Earp had a clever way of hiding the crimes in Kinsley. His new Ford building had a full basement. In the back was an entrance with a ramp leading down to it. The stolen cars were driven down into the basement until they could be sold. What remains of that ramp is still in the old building, but the entrance no longer exists.
At the courthouse, Stanley Earp also pleaded guilty and was sentenced to Leavenworth Penitentiary in Kansas.
After Earp’s arrest, W.M. Walters of Dodge City and F.W. Walters of Alva, Oklahoma took over the Earp Motor company, and it remained a Ford dealership with various owners in Kinsley until 1999.

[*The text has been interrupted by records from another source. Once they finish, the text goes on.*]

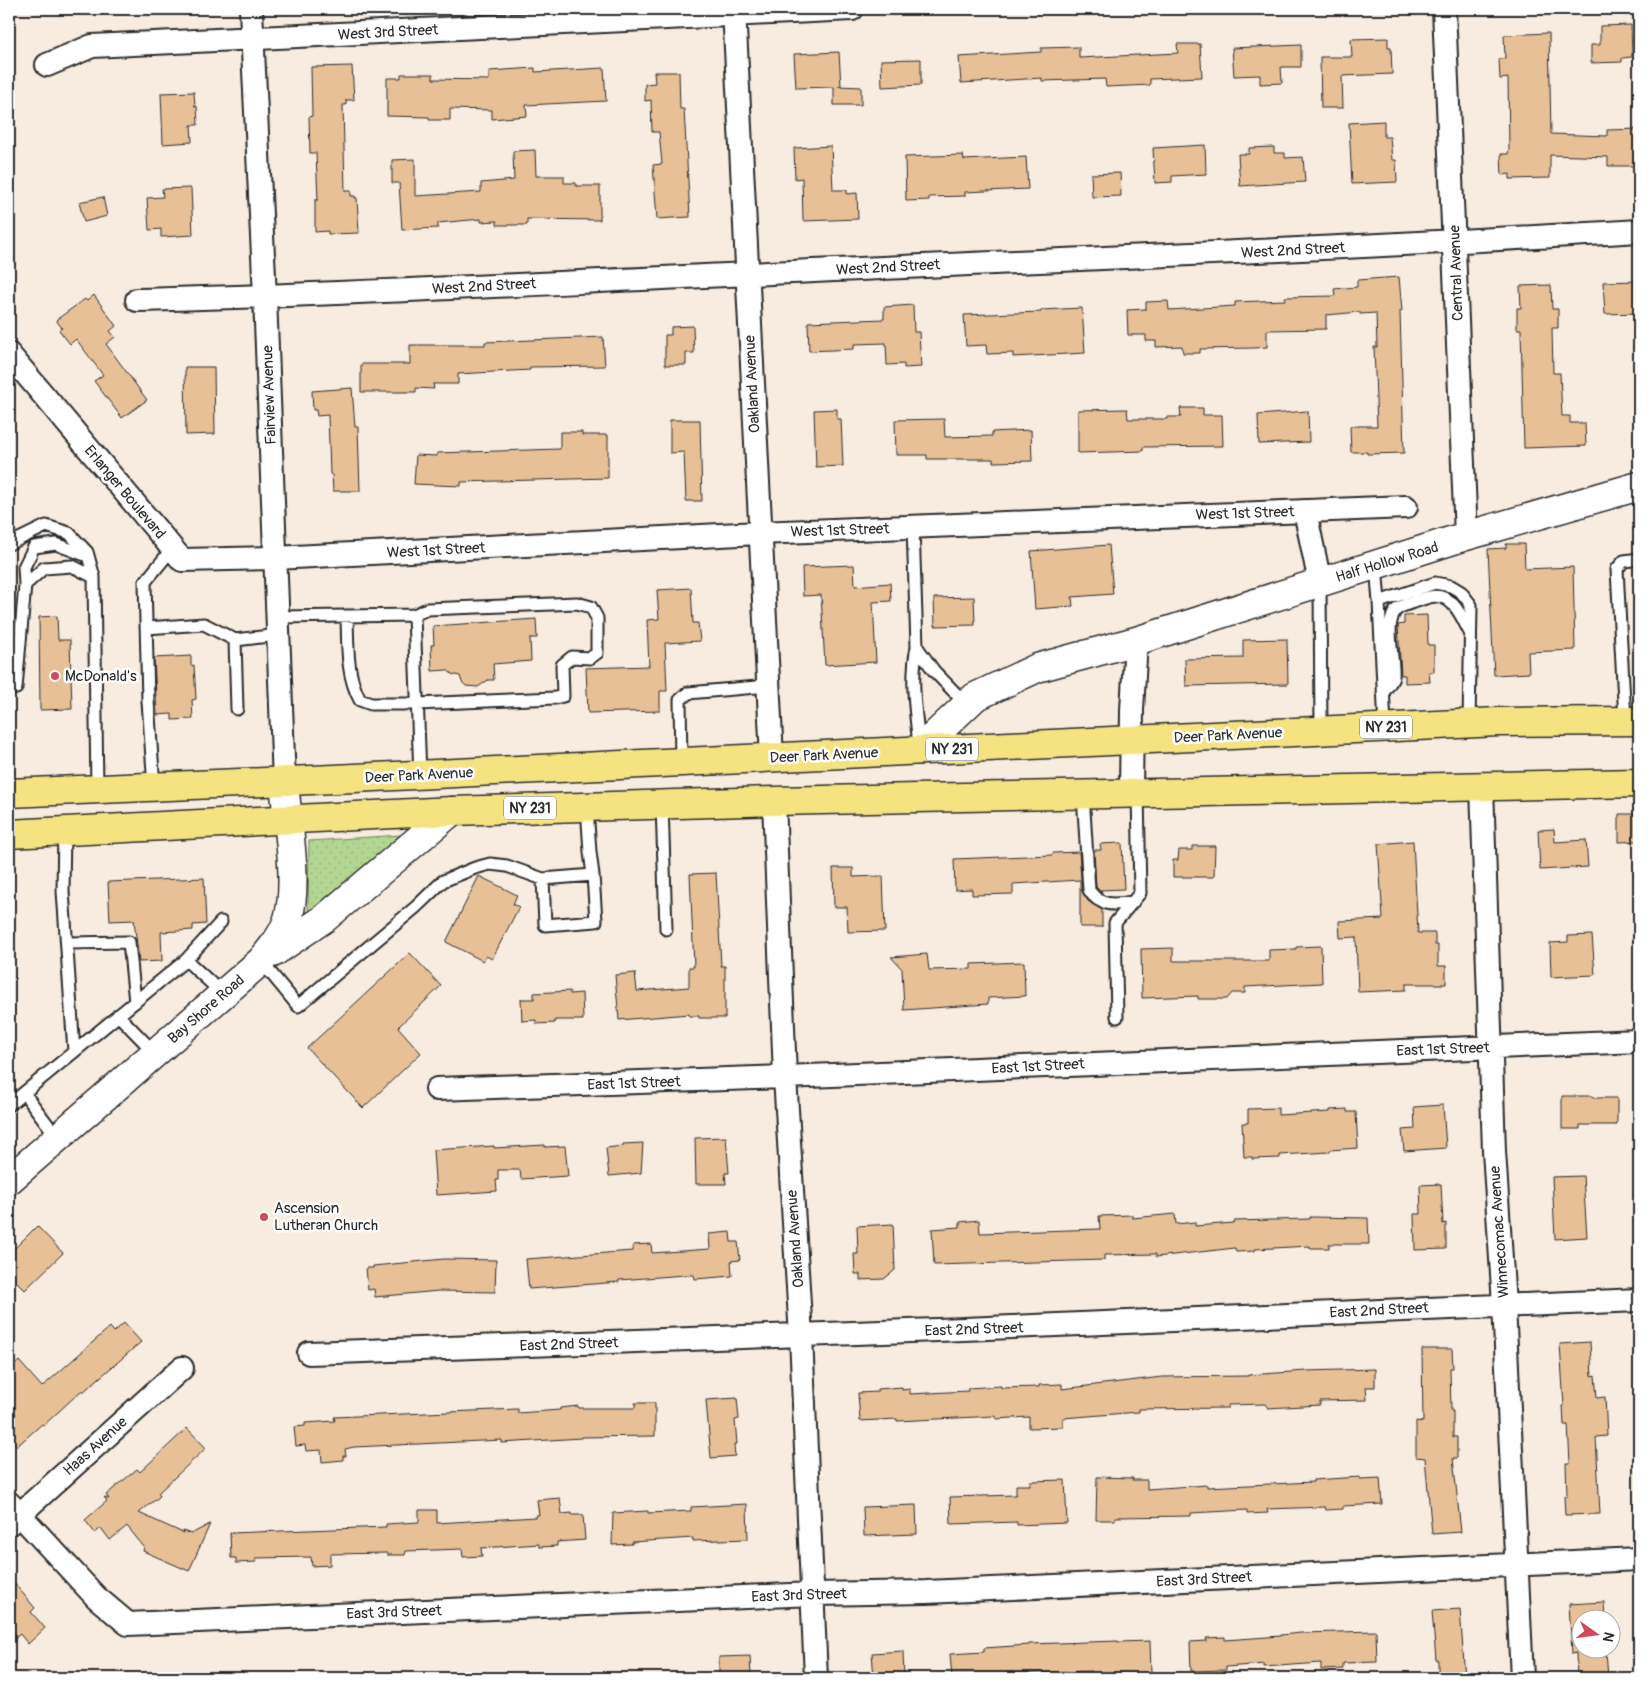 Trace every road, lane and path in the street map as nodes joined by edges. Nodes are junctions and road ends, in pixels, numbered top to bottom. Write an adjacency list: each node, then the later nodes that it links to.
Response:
1 (251, 9): 5 (street, Fairview Avenue)
2 (852, 9): 4 (street, West 3rd Street)
3 (1444, 9): 8 (street, Central Avenue)
4 (734, 11): 5 (street, West 3rd Street); 9 (street, Oakland Avenue)
5 (253, 39): 6 (street, West 3rd Street); 10 (street, Fairview Avenue)
6 (47, 65)
7 (1639, 231): 8 (street, West 2nd Street)
8 (1455, 242): 9 (street, West 2nd Street); 18 (street, Central Avenue)
9 (746, 274): 10 (street, West 2nd Street); 17 (street, Oakland Avenue)
10 (265, 297): 11 (street, West 2nd Street); 22 (street, Fairview Avenue)
11 (137, 300)
12 (9, 354): 20 (street, Erlanger Boulevard)
13 (1639, 486): 18 (street, Half Hollow Road)
14 (1406, 507): 15 (street, West 1st Street)
15 (1305, 511): 16 (street, West 1st Street); 26 (street)
16 (913, 527): 17 (street, West 1st Street); 36 (lane)
17 (760, 533): 22 (street, West 1st Street); 37 (street, Oakland Avenue)
18 (1466, 536): 24 (street, Half Hollow Road)
19 (9, 544): 21 (lane)
20 (172, 548): 22 (street, Erlanger Boulevard); 32 (lane)
21 (88, 556): 25 (lane); 27 (lane)
22 (275, 558): 31 (street, Fairview Avenue)
23 (1639, 558): 43 (lane)
24 (1376, 565): 26 (street, Half Hollow Road); 28 (lane)
25 (94, 577): 27 (lane); 56 (lane)
26 (1320, 582): 35 (street, Half Hollow Road); 46 (lane)
27 (25, 585): 38 (lane)
28 (1379, 602): 33 (lane); 39 (lane)
29 (414, 615): 30 (lane); 40 (lane); 40 (lane)
30 (347, 616): 31 (lane); 40 (lane)
31 (278, 626): 34 (lane); 52 (street, Fairview Avenue)
32 (146, 628): 34 (lane); 55 (lane)
33 (1471, 635): 39 (lane); 44 (lane)
34 (235, 640): 42 (lane)
35 (1136, 642): 41 (street, Half Hollow Road); 47 (street)
36 (917, 647): 41 (lane); 48 (lane)
37 (768, 686): 49 (street, Oakland Avenue); 50 (lane)
38 (9, 689)
39 (1383, 693): 45 (lane)
40 (417, 704): 51 (lane)
41 (967, 704): 48 (street, Half Hollow Road)
42 (237, 709)
43 (1632, 722): 44 (main road, Deer Park Avenue / NY 231)
44 (1469, 724): 45 (main road, Deer Park Avenue / NY 231)
45 (1385, 728): 46 (main road, Deer Park Avenue / NY 231)
46 (1321, 730): 47 (main road, Deer Park Avenue / NY 231)
47 (1132, 740): 48 (main road, Deer Park Avenue / NY 231); 58 (street)
48 (919, 750): 49 (main road, Deer Park Avenue / NY 231)
49 (772, 758): 50 (main road, Deer Park Avenue / NY 231)
50 (681, 762): 51 (main road, Deer Park Avenue / NY 231)
51 (420, 775): 52 (main road, Deer Park Avenue / NY 231)
52 (284, 782): 55 (main road, Deer Park Avenue / NY 231); 64 (street, Bay Shore Road)
53 (1639, 783): 54 (main road, NY 231)
54 (1482, 786): 58 (main road, NY 231); 80 (street, Winnecomac Avenue)
55 (154, 787): 56 (main road, Deer Park Avenue / NY 231)
56 (97, 789): 57 (main road, Deer Park Avenue / NY 231)
57 (9, 793)
58 (1134, 793): 59 (main road, NY 231); 69 (lane)
59 (1083, 794): 60 (main road, NY 231); 69 (lane)
60 (774, 801): 61 (main road, NY 231); 83 (street, Oakland Avenue)
61 (662, 804): 62 (main road, NY 231); 71 (lane)
62 (588, 806): 63 (main road, NY 231); 67 (lane)
63 (452, 811): 64 (main road, NY 231); 74 (street)
64 (287, 820): 65 (main road, NY 231); 74 (street, Bay Shore Road)
65 (64, 831): 66 (main road, NY 231); 72 (lane)
66 (9, 834)
67 (593, 874): 68 (lane); 68 (lane)
68 (543, 879): 74 (lane)
69 (1132, 902): 78 (lane)
70 (222, 922): 73 (lane)
71 (666, 929)
72 (67, 943): 76 (lane); 81 (lane)
73 (186, 960): 75 (lane); 76 (lane)
74 (261, 960): 75 (street, Bay Shore Road)
75 (223, 994): 82 (street, Bay Shore Road)
76 (135, 1002): 77 (lane)
77 (118, 1015): 81 (lane); 82 (lane)
78 (1117, 1018)
79 (1639, 1040): 80 (street, East 1st Street)
80 (1490, 1046): 83 (street, East 1st Street); 90 (street, Winnecomac Avenue)
81 (74, 1052): 85 (lane)
82 (155, 1053): 87 (street, Bay Shore Road)
83 (784, 1077): 84 (street, East 1st Street); 91 (street, Oakland Avenue)
84 (438, 1090)
85 (24, 1093): 86 (lane); 87 (lane)
86 (9, 1105)
87 (58, 1138): 88 (street, Bay Shore Road)
88 (9, 1180)
89 (1639, 1300): 90 (street, East 2nd Street)
90 (1504, 1305): 91 (street, East 2nd Street); 96 (street, Winnecomac Avenue)
91 (801, 1336): 92 (street, East 2nd Street); 97 (street, Oakland Avenue)
92 (309, 1353)
93 (182, 1368): 94 (street, Haas Avenue)
94 (12, 1514): 97 (street, East 3rd Street)
95 (1639, 1559): 96 (street, East 3rd Street)
96 (1516, 1565): 97 (street, East 3rd Street); 99 (street, Winnecomac Avenue)
97 (813, 1594): 98 (street, Oakland Avenue)
98 (816, 1678)
99 (1522, 1678)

Earp is Reformed Man By Alex Pickering
For such a promising young business man, it was certainly unfortunate for Stanley Earp to end up in federal prison. But his story did not end in the penitentiary.
Earp was released from Leavenworth Prison in the summer of 1928 after serving four-and-one half years. He and his wife moved to the suburbs of Detroit, Michigan sometime after his release. They lived at 455 W Maplehurst in Ferndale, Michigan.
Earp worked in banking and mortgage firms. When he finally got settled, he worked for the Federal National Mortgage Association. He eventually became a director of the American Savings and Loan and retired as the president and board chairman of the Citizen’s Mortgage Corporation.
Stanley M. Earp was living in Birmingham when he died at the age of 76 on March 3, 1967. He is buried there beside his wife, Marion, who had died before him in 1965.
After being in prison, Stanley Earp must have decided to turn his life around, and he became a reformed citizen. At the time when he was arrested, it was reported that he had felt sorry for his wife and daughter for what he did. However, Marion had stated with him, and she must have been thankful that they were able to have a new life in Michigan.
Stanley Earp’s life is a good example of how anyone can make a mistake and then go on to have a productive life.